* Description of the task *
Copy out exactly the lines from the start of the data to the line containing "2px #bab6b1) drop-shadow(0". Include both.

═════ Exercise data

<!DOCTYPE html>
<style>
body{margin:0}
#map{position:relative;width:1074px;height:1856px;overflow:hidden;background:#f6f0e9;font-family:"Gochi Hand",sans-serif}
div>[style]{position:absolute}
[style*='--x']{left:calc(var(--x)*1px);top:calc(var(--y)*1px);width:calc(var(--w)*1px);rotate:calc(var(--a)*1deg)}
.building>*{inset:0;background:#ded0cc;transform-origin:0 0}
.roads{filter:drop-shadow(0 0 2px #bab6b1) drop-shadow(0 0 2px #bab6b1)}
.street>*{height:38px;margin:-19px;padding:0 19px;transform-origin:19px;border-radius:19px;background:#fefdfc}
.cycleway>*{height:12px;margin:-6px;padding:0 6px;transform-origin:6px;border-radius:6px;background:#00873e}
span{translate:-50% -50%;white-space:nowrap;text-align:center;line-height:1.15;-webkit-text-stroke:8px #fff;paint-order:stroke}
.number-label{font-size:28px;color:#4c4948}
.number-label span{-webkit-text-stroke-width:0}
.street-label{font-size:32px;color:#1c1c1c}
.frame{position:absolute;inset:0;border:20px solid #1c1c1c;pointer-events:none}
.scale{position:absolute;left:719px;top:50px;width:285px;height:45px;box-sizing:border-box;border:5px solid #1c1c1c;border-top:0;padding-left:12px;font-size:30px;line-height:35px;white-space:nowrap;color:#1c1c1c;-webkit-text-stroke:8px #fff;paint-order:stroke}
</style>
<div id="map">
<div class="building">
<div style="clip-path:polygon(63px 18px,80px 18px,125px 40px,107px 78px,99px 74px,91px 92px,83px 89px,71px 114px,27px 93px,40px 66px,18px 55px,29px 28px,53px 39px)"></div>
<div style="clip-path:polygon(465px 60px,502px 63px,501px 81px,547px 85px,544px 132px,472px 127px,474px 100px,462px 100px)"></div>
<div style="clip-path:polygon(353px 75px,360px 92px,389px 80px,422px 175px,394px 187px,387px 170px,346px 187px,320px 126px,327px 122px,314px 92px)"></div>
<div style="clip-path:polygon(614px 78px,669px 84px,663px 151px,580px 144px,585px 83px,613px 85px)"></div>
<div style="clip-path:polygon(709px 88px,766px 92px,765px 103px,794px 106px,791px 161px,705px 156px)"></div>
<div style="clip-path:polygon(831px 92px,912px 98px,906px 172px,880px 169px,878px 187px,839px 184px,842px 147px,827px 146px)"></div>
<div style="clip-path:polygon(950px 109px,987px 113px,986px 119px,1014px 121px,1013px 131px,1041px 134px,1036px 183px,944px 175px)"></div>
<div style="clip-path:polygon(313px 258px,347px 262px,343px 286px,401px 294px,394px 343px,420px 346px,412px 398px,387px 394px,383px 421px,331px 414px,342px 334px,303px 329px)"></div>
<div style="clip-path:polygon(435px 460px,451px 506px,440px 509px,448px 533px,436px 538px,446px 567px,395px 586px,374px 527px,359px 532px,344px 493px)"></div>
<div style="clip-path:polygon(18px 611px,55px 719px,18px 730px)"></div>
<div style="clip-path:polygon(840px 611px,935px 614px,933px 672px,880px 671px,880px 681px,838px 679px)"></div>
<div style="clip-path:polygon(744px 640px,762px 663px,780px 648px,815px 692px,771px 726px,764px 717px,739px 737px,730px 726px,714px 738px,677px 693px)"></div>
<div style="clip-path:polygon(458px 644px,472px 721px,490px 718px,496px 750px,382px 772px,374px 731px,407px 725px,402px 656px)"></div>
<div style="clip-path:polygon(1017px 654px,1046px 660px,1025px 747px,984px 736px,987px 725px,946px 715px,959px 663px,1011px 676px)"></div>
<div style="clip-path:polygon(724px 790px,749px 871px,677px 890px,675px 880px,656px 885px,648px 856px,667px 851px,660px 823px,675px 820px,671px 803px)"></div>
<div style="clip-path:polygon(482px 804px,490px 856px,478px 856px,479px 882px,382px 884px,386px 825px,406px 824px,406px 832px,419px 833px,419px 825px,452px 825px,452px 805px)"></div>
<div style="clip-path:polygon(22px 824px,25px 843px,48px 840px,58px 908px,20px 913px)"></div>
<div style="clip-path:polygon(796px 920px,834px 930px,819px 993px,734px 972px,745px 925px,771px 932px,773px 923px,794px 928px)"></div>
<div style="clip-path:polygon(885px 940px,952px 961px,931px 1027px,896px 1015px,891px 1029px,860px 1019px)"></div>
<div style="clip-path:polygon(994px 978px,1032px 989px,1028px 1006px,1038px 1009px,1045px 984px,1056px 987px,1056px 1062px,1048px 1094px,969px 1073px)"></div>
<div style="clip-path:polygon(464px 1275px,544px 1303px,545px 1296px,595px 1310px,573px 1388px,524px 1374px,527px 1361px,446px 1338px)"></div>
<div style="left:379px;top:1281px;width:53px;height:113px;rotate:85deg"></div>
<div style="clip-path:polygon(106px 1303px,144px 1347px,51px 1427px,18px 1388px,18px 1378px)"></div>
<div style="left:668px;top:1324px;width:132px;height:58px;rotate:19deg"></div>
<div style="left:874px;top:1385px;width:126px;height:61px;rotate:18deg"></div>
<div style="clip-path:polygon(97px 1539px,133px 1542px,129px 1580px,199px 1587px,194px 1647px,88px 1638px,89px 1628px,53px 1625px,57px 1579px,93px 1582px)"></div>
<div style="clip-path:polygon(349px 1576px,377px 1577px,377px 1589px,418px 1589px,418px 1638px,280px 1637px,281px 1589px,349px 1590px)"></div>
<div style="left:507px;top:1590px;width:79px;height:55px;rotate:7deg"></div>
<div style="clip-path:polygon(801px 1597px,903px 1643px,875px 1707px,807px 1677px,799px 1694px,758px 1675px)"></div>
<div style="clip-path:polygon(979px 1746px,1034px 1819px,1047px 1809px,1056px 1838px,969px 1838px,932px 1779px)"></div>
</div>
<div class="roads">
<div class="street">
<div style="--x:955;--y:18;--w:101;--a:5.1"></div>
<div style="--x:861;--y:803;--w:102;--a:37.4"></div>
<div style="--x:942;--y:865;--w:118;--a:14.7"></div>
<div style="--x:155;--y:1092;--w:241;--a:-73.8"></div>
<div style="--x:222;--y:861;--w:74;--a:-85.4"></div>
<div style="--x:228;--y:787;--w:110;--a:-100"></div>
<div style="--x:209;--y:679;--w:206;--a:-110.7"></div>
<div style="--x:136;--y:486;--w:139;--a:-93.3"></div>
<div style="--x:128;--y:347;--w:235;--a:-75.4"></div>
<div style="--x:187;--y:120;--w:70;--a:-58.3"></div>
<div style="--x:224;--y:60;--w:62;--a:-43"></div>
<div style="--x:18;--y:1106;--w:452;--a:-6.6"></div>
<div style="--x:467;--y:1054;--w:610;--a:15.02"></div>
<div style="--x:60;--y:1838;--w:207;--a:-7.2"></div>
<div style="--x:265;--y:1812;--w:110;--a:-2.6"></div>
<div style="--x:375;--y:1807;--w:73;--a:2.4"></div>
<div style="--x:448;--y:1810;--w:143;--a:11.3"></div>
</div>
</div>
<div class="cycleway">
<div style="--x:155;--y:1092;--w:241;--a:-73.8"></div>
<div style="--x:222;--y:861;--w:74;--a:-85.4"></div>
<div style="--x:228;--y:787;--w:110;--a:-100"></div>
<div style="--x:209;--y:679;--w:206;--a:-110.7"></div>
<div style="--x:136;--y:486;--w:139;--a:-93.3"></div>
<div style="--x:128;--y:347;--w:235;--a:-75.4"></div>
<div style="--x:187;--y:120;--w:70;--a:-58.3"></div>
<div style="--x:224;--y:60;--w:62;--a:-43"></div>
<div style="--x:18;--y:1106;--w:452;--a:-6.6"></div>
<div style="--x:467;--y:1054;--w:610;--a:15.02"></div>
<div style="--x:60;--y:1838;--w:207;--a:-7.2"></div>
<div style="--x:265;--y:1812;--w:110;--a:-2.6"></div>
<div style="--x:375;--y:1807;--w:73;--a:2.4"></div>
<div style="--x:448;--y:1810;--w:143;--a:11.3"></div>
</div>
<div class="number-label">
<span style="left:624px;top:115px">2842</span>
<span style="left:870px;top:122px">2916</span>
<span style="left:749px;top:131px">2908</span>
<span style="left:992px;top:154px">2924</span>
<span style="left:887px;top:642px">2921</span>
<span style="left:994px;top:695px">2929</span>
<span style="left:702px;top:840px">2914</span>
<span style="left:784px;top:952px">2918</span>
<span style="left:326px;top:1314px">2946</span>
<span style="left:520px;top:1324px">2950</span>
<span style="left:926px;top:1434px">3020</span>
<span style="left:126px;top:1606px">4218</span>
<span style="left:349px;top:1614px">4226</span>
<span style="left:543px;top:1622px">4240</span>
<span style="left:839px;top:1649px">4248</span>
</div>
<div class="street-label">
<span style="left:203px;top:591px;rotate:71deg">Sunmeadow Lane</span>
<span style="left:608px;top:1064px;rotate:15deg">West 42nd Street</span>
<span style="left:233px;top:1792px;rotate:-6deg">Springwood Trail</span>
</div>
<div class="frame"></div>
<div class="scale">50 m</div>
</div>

══════════

* Your solution *
<!DOCTYPE html>
<style>
body{margin:0}
#map{position:relative;width:1074px;height:1856px;overflow:hidden;background:#f6f0e9;font-family:"Gochi Hand",sans-serif}
div>[style]{position:absolute}
[style*='--x']{left:calc(var(--x)*1px);top:calc(var(--y)*1px);width:calc(var(--w)*1px);rotate:calc(var(--a)*1deg)}
.building>*{inset:0;background:#ded0cc;transform-origin:0 0}
.roads{filter:drop-shadow(0 0 2px #bab6b1) drop-shadow(0 0 2px #bab6b1)}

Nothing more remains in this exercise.